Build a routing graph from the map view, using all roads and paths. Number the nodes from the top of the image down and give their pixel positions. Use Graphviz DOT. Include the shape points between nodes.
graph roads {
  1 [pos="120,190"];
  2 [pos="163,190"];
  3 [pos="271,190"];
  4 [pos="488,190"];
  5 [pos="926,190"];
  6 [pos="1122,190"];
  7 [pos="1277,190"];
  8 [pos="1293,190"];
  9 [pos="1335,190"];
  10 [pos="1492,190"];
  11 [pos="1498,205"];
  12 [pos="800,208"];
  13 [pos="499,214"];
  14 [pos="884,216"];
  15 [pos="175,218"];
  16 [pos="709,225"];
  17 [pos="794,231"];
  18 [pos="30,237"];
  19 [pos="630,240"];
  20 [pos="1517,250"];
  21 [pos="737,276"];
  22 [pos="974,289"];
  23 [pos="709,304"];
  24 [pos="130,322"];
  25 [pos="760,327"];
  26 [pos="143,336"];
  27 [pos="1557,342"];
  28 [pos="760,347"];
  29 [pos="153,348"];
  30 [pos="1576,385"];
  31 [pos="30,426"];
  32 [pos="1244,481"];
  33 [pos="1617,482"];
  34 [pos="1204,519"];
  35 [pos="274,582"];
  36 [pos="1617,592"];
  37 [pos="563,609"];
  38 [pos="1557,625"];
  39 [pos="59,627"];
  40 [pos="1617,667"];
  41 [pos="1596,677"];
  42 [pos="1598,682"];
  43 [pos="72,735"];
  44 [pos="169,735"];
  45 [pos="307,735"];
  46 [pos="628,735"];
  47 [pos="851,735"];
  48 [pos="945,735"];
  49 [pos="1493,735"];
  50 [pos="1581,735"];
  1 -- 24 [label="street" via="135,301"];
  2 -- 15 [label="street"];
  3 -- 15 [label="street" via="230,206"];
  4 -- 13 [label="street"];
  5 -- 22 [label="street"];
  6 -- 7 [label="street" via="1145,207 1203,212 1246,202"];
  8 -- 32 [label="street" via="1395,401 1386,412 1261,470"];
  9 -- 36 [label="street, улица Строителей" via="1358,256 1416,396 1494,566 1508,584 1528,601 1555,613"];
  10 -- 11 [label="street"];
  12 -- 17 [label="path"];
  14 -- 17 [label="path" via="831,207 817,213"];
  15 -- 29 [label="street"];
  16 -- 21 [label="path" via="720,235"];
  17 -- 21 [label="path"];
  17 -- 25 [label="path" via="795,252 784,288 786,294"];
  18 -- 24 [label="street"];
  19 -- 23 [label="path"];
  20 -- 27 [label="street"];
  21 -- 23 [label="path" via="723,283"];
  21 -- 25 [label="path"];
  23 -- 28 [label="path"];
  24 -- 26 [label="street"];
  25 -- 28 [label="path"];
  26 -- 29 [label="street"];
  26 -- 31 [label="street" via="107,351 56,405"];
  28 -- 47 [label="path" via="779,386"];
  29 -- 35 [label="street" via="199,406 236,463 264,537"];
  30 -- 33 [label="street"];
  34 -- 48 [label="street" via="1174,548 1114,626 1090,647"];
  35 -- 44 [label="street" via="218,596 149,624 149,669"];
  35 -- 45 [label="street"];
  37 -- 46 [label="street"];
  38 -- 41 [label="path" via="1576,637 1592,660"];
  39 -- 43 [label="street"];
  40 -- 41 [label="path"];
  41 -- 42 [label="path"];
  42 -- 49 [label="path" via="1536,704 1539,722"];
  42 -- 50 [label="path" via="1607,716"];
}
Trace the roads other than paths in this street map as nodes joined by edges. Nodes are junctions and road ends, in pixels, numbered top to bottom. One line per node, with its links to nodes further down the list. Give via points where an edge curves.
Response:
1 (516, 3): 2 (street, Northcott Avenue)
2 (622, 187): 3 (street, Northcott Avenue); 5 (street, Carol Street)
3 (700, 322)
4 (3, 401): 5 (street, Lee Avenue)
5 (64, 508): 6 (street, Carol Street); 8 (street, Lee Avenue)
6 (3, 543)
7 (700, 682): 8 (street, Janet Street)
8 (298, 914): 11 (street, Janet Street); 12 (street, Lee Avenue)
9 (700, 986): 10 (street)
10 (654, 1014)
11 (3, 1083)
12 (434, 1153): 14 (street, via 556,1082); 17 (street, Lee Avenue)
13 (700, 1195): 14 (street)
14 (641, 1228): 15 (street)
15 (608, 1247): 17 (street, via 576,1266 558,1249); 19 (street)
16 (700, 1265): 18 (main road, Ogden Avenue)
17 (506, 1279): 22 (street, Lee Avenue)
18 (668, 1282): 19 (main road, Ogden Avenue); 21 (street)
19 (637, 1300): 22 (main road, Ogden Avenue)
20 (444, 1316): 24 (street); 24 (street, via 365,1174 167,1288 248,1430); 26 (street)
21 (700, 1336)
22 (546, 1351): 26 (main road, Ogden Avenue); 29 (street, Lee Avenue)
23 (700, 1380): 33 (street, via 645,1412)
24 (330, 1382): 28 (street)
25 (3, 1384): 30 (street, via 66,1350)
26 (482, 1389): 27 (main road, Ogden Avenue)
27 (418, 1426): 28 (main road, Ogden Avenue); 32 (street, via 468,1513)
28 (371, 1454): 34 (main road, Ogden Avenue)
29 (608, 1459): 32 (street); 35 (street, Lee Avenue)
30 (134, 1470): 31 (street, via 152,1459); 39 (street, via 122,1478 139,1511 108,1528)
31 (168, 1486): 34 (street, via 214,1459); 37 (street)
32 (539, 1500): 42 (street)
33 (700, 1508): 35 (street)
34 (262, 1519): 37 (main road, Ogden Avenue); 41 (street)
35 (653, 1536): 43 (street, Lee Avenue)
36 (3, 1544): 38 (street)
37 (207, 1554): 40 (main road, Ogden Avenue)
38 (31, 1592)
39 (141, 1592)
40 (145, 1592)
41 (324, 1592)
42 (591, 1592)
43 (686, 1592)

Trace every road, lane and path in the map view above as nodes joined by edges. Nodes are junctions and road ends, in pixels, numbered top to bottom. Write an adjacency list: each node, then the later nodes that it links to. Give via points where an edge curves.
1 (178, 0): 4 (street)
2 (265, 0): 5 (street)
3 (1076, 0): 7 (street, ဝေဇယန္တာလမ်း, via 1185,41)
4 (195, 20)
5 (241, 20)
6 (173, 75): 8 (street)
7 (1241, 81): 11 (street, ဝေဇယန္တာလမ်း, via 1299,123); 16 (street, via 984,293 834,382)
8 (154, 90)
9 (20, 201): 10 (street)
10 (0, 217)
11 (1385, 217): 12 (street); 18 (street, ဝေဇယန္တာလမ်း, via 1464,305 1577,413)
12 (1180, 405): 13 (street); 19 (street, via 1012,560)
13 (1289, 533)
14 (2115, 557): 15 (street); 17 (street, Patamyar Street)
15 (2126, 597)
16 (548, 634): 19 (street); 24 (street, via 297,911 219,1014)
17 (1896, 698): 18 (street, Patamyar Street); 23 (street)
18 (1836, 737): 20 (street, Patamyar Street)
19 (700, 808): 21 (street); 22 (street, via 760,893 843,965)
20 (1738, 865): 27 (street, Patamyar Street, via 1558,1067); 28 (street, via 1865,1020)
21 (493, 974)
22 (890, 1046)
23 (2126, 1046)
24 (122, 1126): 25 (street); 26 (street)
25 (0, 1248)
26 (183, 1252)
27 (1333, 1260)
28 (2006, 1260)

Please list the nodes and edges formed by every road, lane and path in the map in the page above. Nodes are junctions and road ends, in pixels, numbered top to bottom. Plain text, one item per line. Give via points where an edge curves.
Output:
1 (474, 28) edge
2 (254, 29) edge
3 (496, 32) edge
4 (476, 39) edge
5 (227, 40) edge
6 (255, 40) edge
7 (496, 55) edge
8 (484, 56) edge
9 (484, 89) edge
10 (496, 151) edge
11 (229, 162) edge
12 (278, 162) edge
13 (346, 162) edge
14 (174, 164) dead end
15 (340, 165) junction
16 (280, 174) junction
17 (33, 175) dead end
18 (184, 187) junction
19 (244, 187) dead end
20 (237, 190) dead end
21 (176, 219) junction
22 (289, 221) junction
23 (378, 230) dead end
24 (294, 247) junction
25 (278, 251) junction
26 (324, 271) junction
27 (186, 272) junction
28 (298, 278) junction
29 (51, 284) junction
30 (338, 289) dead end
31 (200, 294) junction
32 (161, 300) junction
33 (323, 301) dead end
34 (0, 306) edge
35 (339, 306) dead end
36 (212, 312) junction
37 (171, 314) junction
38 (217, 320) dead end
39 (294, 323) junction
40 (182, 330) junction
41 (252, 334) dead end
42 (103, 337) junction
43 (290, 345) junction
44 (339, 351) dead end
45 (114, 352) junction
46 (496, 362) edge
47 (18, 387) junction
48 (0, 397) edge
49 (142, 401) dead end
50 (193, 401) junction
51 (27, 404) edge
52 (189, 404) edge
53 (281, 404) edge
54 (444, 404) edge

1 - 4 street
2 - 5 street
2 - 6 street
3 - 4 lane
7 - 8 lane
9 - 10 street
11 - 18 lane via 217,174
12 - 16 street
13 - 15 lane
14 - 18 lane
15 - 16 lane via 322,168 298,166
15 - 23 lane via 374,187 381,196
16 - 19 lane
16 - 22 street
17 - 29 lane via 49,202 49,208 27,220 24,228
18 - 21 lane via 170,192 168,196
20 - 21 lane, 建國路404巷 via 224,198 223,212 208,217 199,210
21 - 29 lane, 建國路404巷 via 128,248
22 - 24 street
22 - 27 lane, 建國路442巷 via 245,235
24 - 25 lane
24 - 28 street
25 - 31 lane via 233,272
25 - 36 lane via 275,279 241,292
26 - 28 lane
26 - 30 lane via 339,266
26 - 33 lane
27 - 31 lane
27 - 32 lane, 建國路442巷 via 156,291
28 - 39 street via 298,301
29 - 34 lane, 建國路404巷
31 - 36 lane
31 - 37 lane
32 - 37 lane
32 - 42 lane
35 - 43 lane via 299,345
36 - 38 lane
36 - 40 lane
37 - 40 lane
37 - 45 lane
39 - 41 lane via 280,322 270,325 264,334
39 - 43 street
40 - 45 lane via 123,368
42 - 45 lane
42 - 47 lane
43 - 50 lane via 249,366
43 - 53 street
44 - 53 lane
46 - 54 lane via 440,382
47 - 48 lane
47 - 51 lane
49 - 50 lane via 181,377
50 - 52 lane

## Work request
In the entries above, count the lines that include "roads" and write nothing but that number.

## The answer
3